3. As a person with a close family member living a homosexual lifestyle, I was happy to receive word that he and his long-term domestic partner had decided to marry in San Francisco. Long ago I welcomed his partner in as part of the family, and I love my family member no less because of his lifestyle choices. I’m glad that they have chosen to take this step to further their commitment to one another.
I don’t find any contradictions in these seemingly conflicting ideas. As a complicated human being, I can hold these apparently opposing beliefs simultaneously, because they are all grounded in the Gospel of our Savior and Lord Jesus Christ.
Christ taught that we must abhor sin, but love the sinner. He taught that we all sin, and we all can be forgiven of our sins if we repent and come unto Him. It is through our behavior that we sin, not our feelings. We all are tempted to sin (including those that have feelings of same sex attraction) – to be tempted is not the same as sinning. We sin when we give into temptation, including homosexual sex.
I am a Christian, and I work to keep His commandments and follow His example. I believe that as the United States keeps close to the intent of our Founding Fathers, as expressed in the Declaration of Independence and Constitution, we will prosper as a country. We are at heart a Christian nation founded on Christian principles. When we fall away from those principles as a nation, we will fail. Being a Christian nation does not mean an autocratic theocracy, but it also does not mean that we should accept the redefinition of sin into virtue.

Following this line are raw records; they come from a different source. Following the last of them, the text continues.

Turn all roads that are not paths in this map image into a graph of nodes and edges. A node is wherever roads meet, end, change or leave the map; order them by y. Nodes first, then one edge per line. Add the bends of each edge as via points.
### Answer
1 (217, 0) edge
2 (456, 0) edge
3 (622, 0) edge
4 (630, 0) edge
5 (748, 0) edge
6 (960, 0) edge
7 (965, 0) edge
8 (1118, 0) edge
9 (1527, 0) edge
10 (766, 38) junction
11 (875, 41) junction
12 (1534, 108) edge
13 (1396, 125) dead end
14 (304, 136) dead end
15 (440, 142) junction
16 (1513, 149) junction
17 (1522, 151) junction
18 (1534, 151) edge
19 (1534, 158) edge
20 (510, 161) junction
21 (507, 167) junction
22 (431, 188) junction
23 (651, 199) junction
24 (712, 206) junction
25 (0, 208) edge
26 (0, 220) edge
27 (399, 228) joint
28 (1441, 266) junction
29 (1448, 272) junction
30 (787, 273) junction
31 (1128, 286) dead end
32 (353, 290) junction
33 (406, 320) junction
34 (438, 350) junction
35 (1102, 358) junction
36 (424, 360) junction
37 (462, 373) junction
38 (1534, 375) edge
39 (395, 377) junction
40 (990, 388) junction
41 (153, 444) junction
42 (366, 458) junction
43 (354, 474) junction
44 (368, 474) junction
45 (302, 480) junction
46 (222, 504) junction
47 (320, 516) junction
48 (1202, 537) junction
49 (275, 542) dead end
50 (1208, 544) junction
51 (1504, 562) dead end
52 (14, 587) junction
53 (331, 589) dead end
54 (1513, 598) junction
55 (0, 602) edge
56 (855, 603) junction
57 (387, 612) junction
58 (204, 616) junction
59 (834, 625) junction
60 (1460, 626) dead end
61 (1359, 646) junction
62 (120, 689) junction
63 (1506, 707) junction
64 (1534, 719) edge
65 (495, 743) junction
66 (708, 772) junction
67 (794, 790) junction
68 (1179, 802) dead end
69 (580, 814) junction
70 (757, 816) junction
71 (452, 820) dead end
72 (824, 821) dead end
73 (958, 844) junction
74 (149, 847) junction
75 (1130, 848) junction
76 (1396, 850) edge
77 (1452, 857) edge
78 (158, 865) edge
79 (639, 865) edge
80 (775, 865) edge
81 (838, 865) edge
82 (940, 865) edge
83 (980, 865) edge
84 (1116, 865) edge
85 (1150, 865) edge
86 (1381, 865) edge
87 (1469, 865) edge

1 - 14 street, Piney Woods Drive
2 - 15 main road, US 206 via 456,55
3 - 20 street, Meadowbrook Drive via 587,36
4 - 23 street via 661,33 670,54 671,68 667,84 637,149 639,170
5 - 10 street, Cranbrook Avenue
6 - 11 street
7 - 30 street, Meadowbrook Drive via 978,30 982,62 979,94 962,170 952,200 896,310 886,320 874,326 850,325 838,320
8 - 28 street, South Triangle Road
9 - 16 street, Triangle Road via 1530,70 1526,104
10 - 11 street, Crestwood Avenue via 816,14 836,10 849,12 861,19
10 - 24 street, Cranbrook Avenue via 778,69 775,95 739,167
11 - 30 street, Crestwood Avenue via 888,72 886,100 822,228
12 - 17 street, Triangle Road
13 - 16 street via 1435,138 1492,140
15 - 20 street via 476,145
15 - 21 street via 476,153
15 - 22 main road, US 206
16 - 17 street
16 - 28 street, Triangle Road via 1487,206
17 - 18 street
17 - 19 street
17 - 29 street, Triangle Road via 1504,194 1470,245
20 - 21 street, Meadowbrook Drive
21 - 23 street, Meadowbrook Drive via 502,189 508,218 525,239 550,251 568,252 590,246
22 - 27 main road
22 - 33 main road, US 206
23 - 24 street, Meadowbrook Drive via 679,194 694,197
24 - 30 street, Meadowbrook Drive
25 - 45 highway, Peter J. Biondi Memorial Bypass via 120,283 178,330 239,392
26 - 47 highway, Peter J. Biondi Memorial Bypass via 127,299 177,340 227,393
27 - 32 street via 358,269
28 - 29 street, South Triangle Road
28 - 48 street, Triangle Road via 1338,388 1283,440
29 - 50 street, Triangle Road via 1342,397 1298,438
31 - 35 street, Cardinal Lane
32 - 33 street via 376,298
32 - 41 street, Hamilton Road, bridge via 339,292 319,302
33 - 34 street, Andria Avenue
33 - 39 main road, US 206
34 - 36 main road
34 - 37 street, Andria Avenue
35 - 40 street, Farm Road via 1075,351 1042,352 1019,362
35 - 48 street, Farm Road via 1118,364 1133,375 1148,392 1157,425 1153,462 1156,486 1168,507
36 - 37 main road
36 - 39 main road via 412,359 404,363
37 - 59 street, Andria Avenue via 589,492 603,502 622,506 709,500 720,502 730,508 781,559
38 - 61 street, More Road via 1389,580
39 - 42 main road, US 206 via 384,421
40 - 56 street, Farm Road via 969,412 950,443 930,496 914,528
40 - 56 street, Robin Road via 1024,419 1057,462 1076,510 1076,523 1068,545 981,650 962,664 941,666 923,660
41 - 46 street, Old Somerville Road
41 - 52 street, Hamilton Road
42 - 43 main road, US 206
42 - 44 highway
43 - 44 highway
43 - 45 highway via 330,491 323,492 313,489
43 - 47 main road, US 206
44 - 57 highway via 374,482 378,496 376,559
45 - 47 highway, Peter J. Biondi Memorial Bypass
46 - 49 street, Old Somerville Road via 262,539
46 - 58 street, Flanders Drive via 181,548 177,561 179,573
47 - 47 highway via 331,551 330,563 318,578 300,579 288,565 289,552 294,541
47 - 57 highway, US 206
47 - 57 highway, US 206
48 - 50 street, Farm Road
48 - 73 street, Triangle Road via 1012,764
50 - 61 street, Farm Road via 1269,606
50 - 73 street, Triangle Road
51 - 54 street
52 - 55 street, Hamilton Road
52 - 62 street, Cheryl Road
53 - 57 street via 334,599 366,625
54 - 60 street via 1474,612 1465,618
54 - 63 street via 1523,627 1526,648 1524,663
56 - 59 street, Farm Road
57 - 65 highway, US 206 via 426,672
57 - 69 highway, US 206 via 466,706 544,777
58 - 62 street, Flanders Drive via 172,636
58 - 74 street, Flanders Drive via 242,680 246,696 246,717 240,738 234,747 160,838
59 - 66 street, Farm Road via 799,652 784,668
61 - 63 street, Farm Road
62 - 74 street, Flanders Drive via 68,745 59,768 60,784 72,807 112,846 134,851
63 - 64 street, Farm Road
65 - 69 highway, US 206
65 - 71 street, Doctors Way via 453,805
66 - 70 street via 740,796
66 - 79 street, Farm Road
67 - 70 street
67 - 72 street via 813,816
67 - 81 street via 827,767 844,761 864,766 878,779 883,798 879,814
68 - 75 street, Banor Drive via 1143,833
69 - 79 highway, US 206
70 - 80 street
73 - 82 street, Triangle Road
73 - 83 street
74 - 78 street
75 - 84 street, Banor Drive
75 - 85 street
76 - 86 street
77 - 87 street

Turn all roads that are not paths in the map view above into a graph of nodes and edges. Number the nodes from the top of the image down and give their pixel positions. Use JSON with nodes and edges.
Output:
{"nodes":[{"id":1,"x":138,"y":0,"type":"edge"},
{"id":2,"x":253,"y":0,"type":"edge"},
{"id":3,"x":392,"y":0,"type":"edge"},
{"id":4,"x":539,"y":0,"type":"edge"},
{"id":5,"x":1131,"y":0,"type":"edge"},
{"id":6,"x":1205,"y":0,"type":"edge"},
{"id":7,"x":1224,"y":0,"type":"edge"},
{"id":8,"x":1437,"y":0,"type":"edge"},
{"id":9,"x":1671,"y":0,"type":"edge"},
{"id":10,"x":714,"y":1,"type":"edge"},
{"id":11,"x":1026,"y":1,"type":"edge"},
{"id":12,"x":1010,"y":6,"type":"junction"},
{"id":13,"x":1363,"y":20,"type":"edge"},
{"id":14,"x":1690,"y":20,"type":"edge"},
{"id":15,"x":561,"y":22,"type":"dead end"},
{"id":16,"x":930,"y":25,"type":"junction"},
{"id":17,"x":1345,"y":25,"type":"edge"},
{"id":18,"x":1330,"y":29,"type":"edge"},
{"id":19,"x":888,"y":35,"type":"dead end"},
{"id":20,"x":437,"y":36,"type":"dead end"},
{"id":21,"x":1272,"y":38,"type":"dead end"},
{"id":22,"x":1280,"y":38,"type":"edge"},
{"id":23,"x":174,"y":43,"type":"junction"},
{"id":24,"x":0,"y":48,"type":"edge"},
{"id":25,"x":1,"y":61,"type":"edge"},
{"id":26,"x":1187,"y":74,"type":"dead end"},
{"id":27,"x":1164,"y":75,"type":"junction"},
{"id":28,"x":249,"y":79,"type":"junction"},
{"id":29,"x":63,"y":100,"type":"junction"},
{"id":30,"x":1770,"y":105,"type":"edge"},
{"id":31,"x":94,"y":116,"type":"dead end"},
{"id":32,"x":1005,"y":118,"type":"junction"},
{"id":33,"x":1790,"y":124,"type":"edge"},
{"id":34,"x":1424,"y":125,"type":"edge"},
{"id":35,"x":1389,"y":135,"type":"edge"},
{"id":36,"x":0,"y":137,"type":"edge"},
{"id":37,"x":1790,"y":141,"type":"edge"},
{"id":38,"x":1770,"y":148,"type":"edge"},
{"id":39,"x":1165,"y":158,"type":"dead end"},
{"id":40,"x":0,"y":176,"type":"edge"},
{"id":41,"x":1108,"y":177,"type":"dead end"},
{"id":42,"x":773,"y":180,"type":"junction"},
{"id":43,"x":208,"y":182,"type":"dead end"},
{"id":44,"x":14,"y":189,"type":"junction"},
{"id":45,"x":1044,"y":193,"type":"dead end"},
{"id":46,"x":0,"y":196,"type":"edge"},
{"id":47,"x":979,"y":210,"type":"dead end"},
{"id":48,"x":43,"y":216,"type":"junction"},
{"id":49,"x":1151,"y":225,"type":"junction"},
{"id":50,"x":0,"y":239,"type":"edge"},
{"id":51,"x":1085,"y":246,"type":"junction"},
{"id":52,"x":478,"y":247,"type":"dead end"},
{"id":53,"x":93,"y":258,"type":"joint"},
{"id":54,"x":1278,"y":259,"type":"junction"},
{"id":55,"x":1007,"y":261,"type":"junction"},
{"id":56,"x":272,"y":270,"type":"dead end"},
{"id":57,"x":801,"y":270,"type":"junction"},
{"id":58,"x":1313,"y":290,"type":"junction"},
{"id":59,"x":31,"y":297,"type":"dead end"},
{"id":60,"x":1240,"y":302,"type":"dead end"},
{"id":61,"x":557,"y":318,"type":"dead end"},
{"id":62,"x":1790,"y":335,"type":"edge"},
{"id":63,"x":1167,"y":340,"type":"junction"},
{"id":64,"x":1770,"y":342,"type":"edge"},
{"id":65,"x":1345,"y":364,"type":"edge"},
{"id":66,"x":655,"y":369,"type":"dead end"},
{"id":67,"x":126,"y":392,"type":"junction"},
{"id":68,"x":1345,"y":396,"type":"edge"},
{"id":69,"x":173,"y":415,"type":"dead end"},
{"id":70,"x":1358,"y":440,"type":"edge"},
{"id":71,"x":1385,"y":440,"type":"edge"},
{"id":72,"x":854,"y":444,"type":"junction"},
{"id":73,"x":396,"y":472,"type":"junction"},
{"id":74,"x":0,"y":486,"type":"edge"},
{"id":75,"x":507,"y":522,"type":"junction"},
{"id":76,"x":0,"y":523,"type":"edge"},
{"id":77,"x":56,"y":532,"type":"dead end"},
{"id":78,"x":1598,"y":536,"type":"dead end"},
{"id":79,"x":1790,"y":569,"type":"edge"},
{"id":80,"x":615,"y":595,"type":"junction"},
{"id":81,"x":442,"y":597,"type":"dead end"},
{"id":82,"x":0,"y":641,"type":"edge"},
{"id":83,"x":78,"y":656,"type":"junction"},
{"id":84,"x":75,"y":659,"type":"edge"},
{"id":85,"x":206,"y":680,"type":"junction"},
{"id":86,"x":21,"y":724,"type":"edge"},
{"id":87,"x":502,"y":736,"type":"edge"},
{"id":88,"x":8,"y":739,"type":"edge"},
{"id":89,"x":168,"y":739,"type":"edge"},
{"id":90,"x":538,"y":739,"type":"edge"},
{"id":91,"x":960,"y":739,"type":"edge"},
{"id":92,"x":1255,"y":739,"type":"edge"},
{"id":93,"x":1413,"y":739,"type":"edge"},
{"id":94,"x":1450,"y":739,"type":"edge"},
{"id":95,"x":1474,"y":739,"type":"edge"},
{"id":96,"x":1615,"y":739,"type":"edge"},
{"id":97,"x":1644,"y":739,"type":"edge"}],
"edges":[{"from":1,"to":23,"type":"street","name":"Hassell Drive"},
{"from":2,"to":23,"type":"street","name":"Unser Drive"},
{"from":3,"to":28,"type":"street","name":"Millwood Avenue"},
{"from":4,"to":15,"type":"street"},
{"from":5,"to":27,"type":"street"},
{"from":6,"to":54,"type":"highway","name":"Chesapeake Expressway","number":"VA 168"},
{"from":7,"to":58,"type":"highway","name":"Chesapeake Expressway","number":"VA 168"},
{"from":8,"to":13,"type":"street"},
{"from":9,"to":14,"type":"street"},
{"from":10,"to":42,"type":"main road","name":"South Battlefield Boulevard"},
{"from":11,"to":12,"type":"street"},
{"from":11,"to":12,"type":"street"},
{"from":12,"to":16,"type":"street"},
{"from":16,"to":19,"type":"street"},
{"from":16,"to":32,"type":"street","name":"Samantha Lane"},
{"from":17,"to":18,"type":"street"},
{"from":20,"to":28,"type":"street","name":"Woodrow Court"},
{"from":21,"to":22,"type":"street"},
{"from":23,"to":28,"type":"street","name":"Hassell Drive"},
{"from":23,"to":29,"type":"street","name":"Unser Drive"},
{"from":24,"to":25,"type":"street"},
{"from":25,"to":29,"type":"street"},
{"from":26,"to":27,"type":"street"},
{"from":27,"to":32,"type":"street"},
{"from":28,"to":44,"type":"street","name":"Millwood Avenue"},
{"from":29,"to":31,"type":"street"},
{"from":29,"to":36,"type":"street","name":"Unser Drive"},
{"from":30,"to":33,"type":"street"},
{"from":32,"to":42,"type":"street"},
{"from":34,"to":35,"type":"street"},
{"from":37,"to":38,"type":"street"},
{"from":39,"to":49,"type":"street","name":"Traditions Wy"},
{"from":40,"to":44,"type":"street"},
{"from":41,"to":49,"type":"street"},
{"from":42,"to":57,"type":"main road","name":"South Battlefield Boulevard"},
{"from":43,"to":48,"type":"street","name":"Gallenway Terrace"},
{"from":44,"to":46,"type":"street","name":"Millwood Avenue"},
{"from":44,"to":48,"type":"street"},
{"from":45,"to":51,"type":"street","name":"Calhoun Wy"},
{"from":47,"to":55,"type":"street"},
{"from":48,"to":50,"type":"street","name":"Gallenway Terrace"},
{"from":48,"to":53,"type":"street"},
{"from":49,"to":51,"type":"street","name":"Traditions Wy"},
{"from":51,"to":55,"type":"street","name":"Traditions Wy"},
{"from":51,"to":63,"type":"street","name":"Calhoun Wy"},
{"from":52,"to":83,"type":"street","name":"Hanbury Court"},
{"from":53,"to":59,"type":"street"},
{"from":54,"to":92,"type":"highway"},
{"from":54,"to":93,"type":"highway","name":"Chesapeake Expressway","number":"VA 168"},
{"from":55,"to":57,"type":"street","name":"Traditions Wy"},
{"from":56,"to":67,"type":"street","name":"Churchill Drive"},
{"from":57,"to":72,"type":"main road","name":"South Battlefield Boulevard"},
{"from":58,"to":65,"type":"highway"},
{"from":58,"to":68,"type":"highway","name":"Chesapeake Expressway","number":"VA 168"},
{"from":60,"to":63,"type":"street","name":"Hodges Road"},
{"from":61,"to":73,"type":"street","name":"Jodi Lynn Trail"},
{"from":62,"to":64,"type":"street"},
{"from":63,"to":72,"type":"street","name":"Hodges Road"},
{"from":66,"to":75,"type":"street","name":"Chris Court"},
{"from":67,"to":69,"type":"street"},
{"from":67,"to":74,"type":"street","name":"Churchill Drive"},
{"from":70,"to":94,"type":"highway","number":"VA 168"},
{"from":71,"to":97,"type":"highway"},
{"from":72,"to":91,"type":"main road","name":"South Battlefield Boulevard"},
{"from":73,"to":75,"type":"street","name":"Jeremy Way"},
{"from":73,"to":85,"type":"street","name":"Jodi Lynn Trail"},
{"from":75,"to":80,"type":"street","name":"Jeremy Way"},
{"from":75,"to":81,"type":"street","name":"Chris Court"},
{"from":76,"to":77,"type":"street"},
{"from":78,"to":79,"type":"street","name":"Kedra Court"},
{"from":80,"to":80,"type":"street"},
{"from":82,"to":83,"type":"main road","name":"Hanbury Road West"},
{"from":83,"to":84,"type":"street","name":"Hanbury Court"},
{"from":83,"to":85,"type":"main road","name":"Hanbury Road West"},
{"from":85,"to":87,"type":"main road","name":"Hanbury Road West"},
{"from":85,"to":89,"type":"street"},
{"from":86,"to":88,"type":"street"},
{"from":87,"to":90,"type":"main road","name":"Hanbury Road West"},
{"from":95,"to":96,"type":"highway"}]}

I love my family member who is living a gay lifestyle, I could not forsake him anymore than I could cut off my right arm. He knows my beliefs and I know his, and because we love and respect one another we have a good relationship. My love for him and my happiness for his decision to marry does not change my belief that these gay marriage court decisions are undermining the foundations of our constitutional democracy and damaging our American culture. I accept the will of the people who elected Barack Obama our next President, and those protesting the approval of Proposition 8 should accept the will of the majority there too.
Apparently the large majority of voters in California still agree with my view. After all, in the year of Obamamania, gay marriage proponents had the best chance they may ever have to succeed, and they came up short.